-- Records for processing follows --

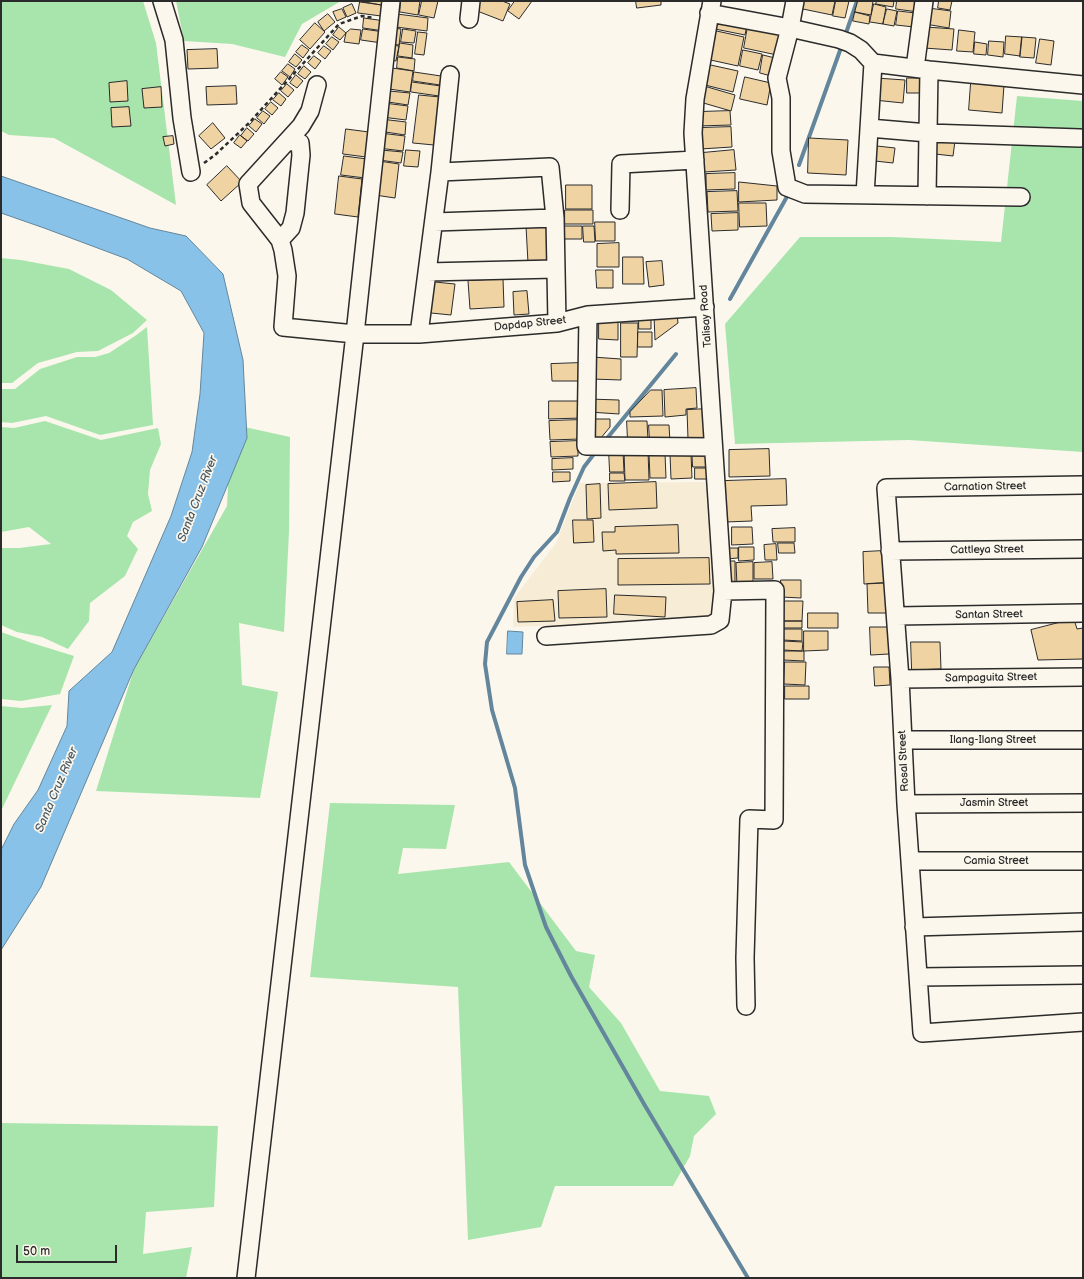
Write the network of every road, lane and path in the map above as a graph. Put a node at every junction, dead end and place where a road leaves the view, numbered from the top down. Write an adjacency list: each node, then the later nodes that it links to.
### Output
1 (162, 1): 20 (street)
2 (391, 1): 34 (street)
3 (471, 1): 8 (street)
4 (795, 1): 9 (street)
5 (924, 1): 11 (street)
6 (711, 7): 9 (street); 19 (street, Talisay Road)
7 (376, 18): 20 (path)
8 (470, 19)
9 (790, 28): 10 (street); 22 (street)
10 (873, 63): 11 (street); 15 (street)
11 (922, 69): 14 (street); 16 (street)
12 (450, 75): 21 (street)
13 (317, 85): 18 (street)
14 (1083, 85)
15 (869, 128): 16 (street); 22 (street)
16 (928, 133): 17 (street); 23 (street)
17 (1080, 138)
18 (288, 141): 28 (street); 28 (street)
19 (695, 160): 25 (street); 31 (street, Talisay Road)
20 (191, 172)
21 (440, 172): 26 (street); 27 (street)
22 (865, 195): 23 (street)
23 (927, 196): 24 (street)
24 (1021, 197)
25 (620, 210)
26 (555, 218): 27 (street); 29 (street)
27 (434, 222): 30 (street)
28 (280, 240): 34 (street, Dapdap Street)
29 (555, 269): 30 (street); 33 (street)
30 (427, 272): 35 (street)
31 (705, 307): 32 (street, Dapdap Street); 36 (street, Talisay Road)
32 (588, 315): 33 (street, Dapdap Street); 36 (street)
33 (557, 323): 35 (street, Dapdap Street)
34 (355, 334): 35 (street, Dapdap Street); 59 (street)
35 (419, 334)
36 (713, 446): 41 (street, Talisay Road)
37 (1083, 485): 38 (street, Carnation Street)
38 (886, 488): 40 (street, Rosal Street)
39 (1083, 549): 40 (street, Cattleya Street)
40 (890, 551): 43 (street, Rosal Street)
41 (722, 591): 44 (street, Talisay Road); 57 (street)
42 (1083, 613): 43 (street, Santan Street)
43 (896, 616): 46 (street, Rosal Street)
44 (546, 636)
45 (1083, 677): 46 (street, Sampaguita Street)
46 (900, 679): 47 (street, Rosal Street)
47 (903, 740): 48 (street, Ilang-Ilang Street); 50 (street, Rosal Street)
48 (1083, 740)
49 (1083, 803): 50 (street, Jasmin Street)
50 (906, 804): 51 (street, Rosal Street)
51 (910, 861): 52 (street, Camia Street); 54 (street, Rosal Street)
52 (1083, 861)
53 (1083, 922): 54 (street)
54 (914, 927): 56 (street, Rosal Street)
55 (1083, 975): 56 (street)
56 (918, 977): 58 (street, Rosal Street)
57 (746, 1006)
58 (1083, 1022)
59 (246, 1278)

-- Records for processing concluded --

Work task
Print the data word for word and omit the pictures.

Exercise result
Write the network of every road, lane and path in the map above as a graph. Put a node at every junction, dead end and place where a road leaves the view, numbered from the top down. Write an adjacency list: each node, then the later nodes that it links to.
### Output
1 (162, 1): 20 (street)
2 (391, 1): 34 (street)
3 (471, 1): 8 (street)
4 (795, 1): 9 (street)
5 (924, 1): 11 (street)
6 (711, 7): 9 (street); 19 (street, Talisay Road)
7 (376, 18): 20 (path)
8 (470, 19)
9 (790, 28): 10 (street); 22 (street)
10 (873, 63): 11 (street); 15 (street)
11 (922, 69): 14 (street); 16 (street)
12 (450, 75): 21 (street)
13 (317, 85): 18 (street)
14 (1083, 85)
15 (869, 128): 16 (street); 22 (street)
16 (928, 133): 17 (street); 23 (street)
17 (1080, 138)
18 (288, 141): 28 (street); 28 (street)
19 (695, 160): 25 (street); 31 (street, Talisay Road)
20 (191, 172)
21 (440, 172): 26 (street); 27 (street)
22 (865, 195): 23 (street)
23 (927, 196): 24 (street)
24 (1021, 197)
25 (620, 210)
26 (555, 218): 27 (street); 29 (street)
27 (434, 222): 30 (street)
28 (280, 240): 34 (street, Dapdap Street)
29 (555, 269): 30 (street); 33 (street)
30 (427, 272): 35 (street)
31 (705, 307): 32 (street, Dapdap Street); 36 (street, Talisay Road)
32 (588, 315): 33 (street, Dapdap Street); 36 (street)
33 (557, 323): 35 (street, Dapdap Street)
34 (355, 334): 35 (street, Dapdap Street); 59 (street)
35 (419, 334)
36 (713, 446): 41 (street, Talisay Road)
37 (1083, 485): 38 (street, Carnation Street)
38 (886, 488): 40 (street, Rosal Street)
39 (1083, 549): 40 (street, Cattleya Street)
40 (890, 551): 43 (street, Rosal Street)
41 (722, 591): 44 (street, Talisay Road); 57 (street)
42 (1083, 613): 43 (street, Santan Street)
43 (896, 616): 46 (street, Rosal Street)
44 (546, 636)
45 (1083, 677): 46 (street, Sampaguita Street)
46 (900, 679): 47 (street, Rosal Street)
47 (903, 740): 48 (street, Ilang-Ilang Street); 50 (street, Rosal Street)
48 (1083, 740)
49 (1083, 803): 50 (street, Jasmin Street)
50 (906, 804): 51 (street, Rosal Street)
51 (910, 861): 52 (street, Camia Street); 54 (street, Rosal Street)
52 (1083, 861)
53 (1083, 922): 54 (street)
54 (914, 927): 56 (street, Rosal Street)
55 (1083, 975): 56 (street)
56 (918, 977): 58 (street, Rosal Street)
57 (746, 1006)
58 (1083, 1022)
59 (246, 1278)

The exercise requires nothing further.